Le réseau électrique constitue un deuxième point de vigilance. L'intermittence des renouvelables, les besoins de renforcement des infrastructures de transport d'électricité et les délais d'intégration de nouvelles capacités solaires au réseau réduisent, selon les chercheurs, l'impact global du développement des énergies propres. À long terme, la modernisation du réseau apparaît ainsi comme l'une des conditions nécessaires pour convertir les nouvelles capacités installées en décarbonation effective.

Financement et technologie, deux dépendances à réduire

L'étude relève également un paradoxe dans le modèle de financement marocain. Le recours aux institutions multilatérales, aux investissements étrangers et aux partenariats public-privé a permis au Royaume de développer rapidement de grandes infrastructures renouvelables. Mais cette réussite s'accompagne d'une forte dépendance à l'égard des capitaux extérieurs.

Le même constat vaut pour la technologie. Les chercheurs reconnaissent au Maroc une expérience importante dans le développement et la gestion de projets solaires et éoliens, mais estiment que les capacités nationales de recherche et de maîtrise technologique restent en retrait par rapport aux ambitions infrastructurelles. Équipements importés, expertise internationale et financement extérieur continuent ainsi d'occuper une place importante. Cette dépendance pourrait peser sur la capacité du pays à construire un écosystème d'innovation pleinement autonome. Les auteurs relèvent néanmoins des progrès dans la fabrication locale, la formation professionnelle et la recherche consacrée aux renouvelables.

Le défi de l'inclusion territoriale

Autre faiblesse mise en avant : la répartition des bénéfices de la transition. Une grande partie des projets renouvelables est implantée dans des territoires éloignés des grands centres économiques. L'étude relève à ce titre des préoccupations concernant l'utilisation des terres, la participation des populations locales et les retombées en matière d'emploi.

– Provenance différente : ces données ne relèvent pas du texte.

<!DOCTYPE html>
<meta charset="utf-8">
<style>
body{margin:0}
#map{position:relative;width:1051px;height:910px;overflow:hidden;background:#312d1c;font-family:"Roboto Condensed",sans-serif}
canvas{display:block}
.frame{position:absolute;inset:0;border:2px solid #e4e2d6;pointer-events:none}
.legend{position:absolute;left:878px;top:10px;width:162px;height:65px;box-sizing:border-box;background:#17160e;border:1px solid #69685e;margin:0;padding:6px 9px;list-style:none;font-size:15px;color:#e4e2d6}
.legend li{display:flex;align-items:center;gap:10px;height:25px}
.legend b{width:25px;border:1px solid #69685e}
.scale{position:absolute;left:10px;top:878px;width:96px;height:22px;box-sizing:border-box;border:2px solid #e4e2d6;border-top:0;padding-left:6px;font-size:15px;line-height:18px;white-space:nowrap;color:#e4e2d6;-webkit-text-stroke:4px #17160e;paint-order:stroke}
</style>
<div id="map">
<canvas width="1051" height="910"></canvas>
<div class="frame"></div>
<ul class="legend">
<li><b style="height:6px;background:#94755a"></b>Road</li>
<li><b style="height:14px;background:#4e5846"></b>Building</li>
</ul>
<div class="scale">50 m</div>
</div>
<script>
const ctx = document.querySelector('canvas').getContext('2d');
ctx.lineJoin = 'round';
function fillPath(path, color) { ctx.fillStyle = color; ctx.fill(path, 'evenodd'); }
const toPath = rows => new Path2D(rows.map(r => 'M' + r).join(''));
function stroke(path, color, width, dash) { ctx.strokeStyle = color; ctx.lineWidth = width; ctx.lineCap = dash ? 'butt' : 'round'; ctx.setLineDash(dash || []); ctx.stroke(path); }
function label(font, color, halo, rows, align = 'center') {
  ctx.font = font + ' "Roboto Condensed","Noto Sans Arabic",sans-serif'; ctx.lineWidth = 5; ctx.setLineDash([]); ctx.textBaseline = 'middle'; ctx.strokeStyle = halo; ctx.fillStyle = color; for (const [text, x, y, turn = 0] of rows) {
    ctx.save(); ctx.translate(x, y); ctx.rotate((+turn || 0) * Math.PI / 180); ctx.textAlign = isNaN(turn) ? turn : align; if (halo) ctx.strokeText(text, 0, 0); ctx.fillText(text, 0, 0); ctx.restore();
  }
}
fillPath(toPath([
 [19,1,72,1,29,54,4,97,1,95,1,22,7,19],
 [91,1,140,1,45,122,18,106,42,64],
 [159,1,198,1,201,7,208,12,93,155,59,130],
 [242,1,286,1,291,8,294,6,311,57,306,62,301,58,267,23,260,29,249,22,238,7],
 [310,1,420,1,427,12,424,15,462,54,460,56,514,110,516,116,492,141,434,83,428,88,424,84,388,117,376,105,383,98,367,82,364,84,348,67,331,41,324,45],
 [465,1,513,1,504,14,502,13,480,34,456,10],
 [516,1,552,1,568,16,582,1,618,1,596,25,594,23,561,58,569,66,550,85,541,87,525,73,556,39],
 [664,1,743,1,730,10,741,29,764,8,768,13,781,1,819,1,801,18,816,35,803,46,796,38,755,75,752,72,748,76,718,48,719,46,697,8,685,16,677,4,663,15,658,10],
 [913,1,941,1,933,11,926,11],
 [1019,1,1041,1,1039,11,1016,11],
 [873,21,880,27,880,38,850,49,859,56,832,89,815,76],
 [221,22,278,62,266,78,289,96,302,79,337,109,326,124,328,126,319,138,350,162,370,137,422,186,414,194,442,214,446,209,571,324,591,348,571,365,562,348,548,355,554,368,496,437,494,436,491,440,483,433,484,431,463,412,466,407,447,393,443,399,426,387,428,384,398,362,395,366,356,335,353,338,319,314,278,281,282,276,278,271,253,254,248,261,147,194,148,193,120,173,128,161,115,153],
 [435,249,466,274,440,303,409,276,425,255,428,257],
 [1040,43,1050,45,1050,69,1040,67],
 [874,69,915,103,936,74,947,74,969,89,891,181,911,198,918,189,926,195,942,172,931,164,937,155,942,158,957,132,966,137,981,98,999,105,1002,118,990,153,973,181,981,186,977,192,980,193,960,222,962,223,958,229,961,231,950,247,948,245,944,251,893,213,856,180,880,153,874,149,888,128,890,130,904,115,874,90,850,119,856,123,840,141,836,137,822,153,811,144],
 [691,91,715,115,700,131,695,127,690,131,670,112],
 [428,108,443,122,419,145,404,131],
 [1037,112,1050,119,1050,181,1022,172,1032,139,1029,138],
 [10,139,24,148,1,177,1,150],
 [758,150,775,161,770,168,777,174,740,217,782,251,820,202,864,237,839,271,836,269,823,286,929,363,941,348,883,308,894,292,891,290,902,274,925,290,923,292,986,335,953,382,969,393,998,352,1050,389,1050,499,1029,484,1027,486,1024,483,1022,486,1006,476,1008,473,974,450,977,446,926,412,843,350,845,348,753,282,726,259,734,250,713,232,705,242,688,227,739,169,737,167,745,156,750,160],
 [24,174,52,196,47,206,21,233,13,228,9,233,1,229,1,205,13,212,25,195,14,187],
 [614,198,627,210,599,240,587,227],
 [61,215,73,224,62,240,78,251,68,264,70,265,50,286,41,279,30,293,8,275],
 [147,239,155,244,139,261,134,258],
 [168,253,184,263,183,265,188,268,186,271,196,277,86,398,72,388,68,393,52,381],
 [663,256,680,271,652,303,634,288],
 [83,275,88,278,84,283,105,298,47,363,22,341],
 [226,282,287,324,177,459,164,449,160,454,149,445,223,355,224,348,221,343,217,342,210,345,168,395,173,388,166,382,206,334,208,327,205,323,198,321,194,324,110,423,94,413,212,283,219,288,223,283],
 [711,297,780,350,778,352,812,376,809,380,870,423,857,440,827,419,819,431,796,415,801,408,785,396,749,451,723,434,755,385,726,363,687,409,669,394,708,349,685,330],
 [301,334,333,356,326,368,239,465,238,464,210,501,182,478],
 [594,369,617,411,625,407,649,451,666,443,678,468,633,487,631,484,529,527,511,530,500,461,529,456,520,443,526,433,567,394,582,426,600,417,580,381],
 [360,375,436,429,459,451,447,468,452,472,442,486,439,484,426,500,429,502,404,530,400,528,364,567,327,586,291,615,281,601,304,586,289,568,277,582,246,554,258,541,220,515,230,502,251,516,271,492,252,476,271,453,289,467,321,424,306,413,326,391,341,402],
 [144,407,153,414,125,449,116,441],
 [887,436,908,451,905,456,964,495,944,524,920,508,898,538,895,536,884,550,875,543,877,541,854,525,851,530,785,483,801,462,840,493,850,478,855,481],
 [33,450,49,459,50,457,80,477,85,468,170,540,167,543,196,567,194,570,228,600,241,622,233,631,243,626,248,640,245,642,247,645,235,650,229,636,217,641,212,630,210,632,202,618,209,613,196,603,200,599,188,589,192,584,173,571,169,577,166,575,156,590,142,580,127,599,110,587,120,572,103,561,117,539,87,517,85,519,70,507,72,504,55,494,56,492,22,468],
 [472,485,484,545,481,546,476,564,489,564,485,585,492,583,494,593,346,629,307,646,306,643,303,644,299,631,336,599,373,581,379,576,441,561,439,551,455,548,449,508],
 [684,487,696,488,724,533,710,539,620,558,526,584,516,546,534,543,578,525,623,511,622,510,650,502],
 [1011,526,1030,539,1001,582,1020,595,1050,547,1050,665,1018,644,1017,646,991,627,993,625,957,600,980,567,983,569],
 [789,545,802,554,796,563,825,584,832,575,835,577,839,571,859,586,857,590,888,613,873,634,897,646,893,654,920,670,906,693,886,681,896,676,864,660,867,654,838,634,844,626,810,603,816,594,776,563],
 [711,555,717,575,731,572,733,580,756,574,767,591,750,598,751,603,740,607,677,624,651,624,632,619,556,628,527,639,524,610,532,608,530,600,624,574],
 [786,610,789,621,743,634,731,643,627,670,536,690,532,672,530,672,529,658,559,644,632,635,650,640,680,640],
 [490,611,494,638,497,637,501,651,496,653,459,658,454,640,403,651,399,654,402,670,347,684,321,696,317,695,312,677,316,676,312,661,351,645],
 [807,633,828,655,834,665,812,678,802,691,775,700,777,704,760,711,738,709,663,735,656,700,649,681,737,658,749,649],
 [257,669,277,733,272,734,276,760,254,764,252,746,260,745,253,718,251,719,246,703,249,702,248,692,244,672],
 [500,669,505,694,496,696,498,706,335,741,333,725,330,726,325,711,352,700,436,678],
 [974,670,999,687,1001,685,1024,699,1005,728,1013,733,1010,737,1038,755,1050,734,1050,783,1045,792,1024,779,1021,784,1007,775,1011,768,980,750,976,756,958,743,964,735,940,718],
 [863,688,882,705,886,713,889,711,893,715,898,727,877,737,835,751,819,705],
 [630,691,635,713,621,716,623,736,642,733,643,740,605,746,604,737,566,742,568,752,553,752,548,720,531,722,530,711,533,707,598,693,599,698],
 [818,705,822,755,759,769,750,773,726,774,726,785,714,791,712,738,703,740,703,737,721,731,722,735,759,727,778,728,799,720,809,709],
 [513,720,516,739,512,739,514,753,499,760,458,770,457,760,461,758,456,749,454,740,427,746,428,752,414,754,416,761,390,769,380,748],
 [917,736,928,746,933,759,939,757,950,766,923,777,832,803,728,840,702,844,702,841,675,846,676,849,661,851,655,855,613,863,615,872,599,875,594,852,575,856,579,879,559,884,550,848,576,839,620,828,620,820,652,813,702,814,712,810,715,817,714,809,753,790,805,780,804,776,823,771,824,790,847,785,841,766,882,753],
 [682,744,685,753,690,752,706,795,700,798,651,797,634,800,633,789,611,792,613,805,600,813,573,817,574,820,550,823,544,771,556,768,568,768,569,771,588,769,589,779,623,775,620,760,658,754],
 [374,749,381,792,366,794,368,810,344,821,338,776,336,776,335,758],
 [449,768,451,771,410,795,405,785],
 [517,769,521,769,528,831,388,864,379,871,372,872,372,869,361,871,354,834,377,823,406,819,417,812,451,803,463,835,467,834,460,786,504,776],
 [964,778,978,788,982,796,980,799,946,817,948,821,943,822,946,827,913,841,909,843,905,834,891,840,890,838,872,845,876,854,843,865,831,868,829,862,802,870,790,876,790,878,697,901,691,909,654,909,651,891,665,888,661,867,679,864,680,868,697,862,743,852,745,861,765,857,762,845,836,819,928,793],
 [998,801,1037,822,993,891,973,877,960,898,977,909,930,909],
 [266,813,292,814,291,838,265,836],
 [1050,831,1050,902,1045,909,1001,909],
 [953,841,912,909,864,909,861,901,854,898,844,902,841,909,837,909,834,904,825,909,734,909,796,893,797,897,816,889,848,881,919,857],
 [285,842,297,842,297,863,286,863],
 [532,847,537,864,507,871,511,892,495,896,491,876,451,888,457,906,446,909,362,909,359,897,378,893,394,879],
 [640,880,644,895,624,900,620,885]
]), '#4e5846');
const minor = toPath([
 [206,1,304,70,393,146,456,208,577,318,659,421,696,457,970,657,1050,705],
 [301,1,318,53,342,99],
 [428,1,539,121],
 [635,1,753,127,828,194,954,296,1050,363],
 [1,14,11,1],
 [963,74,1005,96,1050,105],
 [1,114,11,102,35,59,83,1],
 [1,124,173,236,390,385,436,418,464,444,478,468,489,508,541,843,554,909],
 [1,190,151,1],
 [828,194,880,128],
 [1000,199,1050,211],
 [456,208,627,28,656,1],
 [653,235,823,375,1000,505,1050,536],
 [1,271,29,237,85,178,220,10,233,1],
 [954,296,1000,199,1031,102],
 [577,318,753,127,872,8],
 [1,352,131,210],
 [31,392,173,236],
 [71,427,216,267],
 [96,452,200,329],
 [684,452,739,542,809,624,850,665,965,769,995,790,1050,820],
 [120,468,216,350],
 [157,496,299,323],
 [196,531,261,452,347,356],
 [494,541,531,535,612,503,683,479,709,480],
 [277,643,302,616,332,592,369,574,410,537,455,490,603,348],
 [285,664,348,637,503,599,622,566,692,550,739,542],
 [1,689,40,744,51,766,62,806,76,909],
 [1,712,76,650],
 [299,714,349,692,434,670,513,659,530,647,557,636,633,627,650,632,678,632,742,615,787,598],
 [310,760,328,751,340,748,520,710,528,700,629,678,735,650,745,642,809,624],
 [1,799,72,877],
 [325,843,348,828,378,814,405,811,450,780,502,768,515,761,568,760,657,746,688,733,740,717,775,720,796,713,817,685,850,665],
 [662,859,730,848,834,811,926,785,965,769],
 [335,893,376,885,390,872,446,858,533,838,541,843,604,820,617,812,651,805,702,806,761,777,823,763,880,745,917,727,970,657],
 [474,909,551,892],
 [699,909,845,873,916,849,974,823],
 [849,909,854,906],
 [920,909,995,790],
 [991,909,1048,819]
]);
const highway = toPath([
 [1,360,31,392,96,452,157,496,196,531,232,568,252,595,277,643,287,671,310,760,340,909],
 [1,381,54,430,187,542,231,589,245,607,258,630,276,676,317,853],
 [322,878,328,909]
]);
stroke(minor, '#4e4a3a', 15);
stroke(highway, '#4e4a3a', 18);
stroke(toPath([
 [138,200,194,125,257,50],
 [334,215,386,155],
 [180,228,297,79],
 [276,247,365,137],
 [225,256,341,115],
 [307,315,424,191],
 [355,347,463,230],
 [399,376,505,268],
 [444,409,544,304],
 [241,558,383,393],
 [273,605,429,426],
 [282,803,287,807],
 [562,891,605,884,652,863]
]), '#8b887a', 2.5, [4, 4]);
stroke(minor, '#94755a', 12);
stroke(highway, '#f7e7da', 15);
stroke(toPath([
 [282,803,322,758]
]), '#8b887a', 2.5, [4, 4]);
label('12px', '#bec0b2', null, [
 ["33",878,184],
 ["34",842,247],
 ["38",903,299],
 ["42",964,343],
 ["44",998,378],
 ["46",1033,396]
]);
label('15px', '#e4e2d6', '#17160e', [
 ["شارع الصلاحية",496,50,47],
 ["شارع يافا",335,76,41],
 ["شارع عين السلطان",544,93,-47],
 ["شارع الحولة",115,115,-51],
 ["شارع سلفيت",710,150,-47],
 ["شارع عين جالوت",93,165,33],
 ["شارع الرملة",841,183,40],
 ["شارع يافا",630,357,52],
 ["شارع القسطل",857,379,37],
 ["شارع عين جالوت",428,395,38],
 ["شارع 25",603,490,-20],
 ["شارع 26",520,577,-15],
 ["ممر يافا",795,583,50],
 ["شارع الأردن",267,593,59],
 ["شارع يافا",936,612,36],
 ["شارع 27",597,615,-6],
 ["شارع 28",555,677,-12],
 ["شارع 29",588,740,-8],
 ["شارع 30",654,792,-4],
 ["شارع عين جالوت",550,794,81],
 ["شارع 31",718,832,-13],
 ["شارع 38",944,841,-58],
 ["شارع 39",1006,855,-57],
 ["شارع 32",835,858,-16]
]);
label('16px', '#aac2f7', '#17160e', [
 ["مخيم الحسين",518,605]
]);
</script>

Selon la synthèse comparative des chercheurs, la coordination centralisée du modèle marocain facilite la réalisation des projets, mais laisse une place plus limitée à la participation locale et à l'influence des parties prenantes. Les auteurs évoquent également un manque d'évaluations indépendantes et exhaustives après la réalisation des projets. Ils mettent ainsi en garde contre une transition qui reposerait principalement sur de grands projets emblématiques au détriment de solutions renouvelables plus petites et décentralisées, susceptibles de produire davantage de retombées directes pour les territoires.

Passer des capacités installées aux réductions durables des émissions

C'est finalement sur ce point que se situe le principal enseignement de l'étude. Pour les chercheurs, l'ambition climatique et le nombre de mégawatts renouvelables installés ne permettent pas, à eux seuls, de mesurer l'efficacité d'une transition. Il faut déterminer si les politiques engagées aboutissent à des réductions d'émissions durables, crédibles et socialement équitables.

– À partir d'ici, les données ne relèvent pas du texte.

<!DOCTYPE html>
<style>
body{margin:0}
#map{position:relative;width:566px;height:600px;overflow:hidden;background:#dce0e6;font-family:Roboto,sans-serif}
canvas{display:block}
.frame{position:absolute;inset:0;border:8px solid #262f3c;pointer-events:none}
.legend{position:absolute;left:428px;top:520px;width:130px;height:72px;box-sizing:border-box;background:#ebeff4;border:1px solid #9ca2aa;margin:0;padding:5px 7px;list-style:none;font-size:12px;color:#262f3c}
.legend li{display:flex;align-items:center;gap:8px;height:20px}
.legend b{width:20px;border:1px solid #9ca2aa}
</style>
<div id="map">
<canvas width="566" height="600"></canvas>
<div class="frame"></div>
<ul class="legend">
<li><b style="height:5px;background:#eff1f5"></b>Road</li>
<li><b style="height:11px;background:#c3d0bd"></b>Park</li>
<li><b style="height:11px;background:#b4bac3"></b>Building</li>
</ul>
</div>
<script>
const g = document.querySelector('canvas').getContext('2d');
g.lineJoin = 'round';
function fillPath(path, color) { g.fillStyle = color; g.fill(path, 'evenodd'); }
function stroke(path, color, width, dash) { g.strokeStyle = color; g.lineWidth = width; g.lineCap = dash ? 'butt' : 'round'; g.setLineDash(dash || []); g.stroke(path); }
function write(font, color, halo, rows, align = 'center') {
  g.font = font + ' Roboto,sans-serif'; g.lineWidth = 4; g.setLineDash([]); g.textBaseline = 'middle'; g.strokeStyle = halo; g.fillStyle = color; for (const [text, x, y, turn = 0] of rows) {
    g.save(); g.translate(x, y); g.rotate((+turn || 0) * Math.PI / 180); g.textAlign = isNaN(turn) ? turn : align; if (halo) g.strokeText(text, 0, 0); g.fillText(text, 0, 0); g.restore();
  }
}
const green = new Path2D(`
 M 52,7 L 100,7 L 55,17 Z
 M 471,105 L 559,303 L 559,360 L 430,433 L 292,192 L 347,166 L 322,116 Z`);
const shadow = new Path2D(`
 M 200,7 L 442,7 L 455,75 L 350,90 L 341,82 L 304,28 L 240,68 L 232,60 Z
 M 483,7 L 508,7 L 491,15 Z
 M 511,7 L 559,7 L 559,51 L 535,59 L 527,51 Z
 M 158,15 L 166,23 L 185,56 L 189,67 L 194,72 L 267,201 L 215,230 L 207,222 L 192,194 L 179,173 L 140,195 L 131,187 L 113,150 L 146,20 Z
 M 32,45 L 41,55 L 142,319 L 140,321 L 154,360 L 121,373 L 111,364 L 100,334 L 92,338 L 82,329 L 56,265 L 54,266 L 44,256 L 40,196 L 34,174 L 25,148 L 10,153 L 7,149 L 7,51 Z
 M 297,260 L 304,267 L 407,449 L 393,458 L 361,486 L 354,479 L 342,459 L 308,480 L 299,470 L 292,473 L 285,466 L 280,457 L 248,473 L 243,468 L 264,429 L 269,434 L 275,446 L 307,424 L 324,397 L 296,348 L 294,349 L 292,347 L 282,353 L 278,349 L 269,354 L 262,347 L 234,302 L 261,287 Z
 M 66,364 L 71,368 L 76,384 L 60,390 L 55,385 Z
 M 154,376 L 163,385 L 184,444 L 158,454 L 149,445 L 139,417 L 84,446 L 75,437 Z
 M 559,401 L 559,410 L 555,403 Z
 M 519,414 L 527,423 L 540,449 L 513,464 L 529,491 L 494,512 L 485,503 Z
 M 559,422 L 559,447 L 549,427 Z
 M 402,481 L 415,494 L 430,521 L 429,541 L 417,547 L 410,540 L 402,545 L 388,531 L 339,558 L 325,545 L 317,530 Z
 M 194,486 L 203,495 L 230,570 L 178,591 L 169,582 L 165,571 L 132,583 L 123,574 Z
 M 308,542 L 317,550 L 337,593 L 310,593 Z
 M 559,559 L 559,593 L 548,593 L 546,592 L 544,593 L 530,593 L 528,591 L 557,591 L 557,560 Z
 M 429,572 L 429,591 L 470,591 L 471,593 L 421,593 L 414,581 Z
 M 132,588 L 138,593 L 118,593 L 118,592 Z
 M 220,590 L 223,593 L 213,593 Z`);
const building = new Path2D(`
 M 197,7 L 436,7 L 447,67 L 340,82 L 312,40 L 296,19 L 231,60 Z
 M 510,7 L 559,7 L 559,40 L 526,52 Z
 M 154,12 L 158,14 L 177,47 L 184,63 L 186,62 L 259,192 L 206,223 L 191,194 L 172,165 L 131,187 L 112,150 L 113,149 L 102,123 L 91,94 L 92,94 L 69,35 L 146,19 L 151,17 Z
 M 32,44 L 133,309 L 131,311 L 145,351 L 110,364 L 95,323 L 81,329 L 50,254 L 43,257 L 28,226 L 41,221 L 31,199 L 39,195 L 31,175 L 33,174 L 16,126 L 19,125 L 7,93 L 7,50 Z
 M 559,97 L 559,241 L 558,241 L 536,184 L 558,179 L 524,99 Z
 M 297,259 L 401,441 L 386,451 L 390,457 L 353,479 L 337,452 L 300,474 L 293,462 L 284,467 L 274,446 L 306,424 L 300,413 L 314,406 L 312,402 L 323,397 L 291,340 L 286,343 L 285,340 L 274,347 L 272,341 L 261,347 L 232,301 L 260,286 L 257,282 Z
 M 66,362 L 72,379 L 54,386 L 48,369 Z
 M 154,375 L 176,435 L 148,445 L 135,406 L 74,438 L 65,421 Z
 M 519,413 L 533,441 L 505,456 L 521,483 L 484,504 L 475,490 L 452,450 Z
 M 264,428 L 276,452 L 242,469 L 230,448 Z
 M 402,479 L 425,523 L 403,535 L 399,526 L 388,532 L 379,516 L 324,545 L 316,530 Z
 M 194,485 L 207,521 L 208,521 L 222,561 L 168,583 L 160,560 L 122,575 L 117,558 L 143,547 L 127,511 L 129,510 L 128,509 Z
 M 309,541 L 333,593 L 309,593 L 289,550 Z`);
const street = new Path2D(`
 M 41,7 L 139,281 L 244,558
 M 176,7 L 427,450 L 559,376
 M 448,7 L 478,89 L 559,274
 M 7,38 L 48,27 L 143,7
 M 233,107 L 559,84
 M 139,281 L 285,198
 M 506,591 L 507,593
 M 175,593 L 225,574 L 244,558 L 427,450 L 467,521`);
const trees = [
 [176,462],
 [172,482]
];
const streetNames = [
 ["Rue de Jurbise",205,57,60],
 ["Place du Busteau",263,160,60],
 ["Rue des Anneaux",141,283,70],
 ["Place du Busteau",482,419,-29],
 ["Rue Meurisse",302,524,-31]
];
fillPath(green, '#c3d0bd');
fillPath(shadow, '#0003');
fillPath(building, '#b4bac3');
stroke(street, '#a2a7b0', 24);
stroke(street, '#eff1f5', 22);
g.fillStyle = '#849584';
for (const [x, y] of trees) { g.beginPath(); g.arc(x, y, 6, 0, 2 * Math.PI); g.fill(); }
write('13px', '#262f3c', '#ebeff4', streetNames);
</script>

Dans le cas du Maroc, les conditions identifiées sont relativement précises : moderniser le réseau électrique, stabiliser les sources de financement, développer davantage les capacités technologiques nationales, renforcer la participation locale et mieux répartir les bénéfices économiques de la transition énergétique.

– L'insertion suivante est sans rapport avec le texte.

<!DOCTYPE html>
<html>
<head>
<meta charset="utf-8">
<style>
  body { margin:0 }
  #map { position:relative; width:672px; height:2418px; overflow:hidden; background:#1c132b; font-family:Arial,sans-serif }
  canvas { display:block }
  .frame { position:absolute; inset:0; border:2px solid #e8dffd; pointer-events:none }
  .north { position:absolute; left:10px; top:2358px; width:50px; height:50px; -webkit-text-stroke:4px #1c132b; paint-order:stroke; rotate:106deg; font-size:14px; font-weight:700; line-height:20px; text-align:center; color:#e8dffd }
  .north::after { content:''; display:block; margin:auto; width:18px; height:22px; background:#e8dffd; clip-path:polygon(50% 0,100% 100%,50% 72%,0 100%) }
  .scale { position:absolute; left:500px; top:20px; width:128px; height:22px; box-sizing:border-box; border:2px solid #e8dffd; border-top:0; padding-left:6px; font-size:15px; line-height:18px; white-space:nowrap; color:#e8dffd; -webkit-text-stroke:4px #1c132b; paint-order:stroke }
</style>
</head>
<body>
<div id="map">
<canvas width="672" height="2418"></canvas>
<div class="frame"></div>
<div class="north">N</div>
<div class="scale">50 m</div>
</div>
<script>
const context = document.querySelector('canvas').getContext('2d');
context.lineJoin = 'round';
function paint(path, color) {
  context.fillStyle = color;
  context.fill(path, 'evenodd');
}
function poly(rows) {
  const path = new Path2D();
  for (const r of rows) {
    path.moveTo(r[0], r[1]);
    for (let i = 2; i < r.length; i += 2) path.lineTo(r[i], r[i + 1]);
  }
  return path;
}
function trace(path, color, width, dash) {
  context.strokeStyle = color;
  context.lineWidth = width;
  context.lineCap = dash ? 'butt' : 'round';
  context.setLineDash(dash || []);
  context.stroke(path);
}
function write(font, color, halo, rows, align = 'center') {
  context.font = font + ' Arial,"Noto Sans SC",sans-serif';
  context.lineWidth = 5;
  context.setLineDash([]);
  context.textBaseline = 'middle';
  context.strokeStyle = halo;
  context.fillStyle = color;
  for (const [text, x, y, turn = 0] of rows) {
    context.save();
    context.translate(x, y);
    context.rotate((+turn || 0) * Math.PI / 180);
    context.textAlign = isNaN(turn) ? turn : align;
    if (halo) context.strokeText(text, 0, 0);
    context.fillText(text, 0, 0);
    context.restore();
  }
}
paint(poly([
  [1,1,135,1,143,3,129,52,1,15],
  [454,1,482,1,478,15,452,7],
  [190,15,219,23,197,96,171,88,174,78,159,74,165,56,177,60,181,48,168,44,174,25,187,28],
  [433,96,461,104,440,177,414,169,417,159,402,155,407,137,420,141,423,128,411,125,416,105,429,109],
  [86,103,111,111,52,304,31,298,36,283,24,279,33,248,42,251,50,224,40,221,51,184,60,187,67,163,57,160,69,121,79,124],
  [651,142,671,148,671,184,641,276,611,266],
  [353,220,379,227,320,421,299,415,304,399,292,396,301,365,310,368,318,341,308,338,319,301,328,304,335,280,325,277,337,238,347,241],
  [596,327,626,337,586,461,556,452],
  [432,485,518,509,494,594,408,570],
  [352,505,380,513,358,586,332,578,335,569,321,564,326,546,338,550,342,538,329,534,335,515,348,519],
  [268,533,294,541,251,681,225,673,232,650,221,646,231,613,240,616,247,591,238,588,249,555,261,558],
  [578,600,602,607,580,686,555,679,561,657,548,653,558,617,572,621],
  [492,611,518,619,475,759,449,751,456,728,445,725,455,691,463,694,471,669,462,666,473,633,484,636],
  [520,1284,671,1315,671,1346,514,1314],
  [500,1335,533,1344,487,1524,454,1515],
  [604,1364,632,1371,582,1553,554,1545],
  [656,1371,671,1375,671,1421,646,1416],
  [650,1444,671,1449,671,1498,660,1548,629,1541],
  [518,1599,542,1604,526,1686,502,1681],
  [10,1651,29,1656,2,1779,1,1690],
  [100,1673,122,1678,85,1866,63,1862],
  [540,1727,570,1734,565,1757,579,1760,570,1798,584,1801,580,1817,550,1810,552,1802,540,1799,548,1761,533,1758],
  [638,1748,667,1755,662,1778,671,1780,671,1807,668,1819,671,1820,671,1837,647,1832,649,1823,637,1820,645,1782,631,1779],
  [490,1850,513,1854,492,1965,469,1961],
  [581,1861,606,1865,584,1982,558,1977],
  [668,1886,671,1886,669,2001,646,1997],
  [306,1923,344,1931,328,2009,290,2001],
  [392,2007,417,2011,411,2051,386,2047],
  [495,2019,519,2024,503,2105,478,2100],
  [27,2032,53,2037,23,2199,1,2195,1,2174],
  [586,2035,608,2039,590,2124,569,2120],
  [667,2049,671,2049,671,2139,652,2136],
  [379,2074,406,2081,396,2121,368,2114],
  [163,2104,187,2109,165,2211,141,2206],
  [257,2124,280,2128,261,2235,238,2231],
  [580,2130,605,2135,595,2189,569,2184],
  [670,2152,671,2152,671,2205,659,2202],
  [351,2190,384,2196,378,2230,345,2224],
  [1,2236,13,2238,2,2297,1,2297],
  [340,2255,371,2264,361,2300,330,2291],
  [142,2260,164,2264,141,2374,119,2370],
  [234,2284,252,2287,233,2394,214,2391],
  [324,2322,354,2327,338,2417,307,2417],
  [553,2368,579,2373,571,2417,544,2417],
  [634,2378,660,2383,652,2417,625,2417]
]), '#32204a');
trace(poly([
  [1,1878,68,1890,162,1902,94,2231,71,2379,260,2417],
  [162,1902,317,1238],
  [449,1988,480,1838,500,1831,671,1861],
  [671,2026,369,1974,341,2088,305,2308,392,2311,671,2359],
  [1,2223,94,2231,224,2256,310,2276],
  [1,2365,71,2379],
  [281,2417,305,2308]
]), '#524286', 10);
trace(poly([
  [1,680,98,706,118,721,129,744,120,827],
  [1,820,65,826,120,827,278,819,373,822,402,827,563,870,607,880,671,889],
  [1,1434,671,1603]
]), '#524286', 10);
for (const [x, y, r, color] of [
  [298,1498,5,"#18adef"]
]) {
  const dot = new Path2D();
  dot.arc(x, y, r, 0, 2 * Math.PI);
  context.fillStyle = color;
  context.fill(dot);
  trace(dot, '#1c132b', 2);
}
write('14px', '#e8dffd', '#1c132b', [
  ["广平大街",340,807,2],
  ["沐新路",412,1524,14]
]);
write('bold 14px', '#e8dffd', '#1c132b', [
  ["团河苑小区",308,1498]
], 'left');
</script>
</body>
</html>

L'étude apporte toutefois une nuance importante à cette lecture. Avec une contribution aux émissions mondiales inférieure à 0,2%, le Maroc conjugue une faible responsabilité dans le réchauffement mondial et une forte vulnérabilité climatique. Une partie substantielle de ses objectifs dépend en outre de financements et de soutiens internationaux. Pour les auteurs, les performances climatiques d'un pays ne peuvent donc être évaluées indépendamment de ses moyens économiques, technologiques et institutionnels.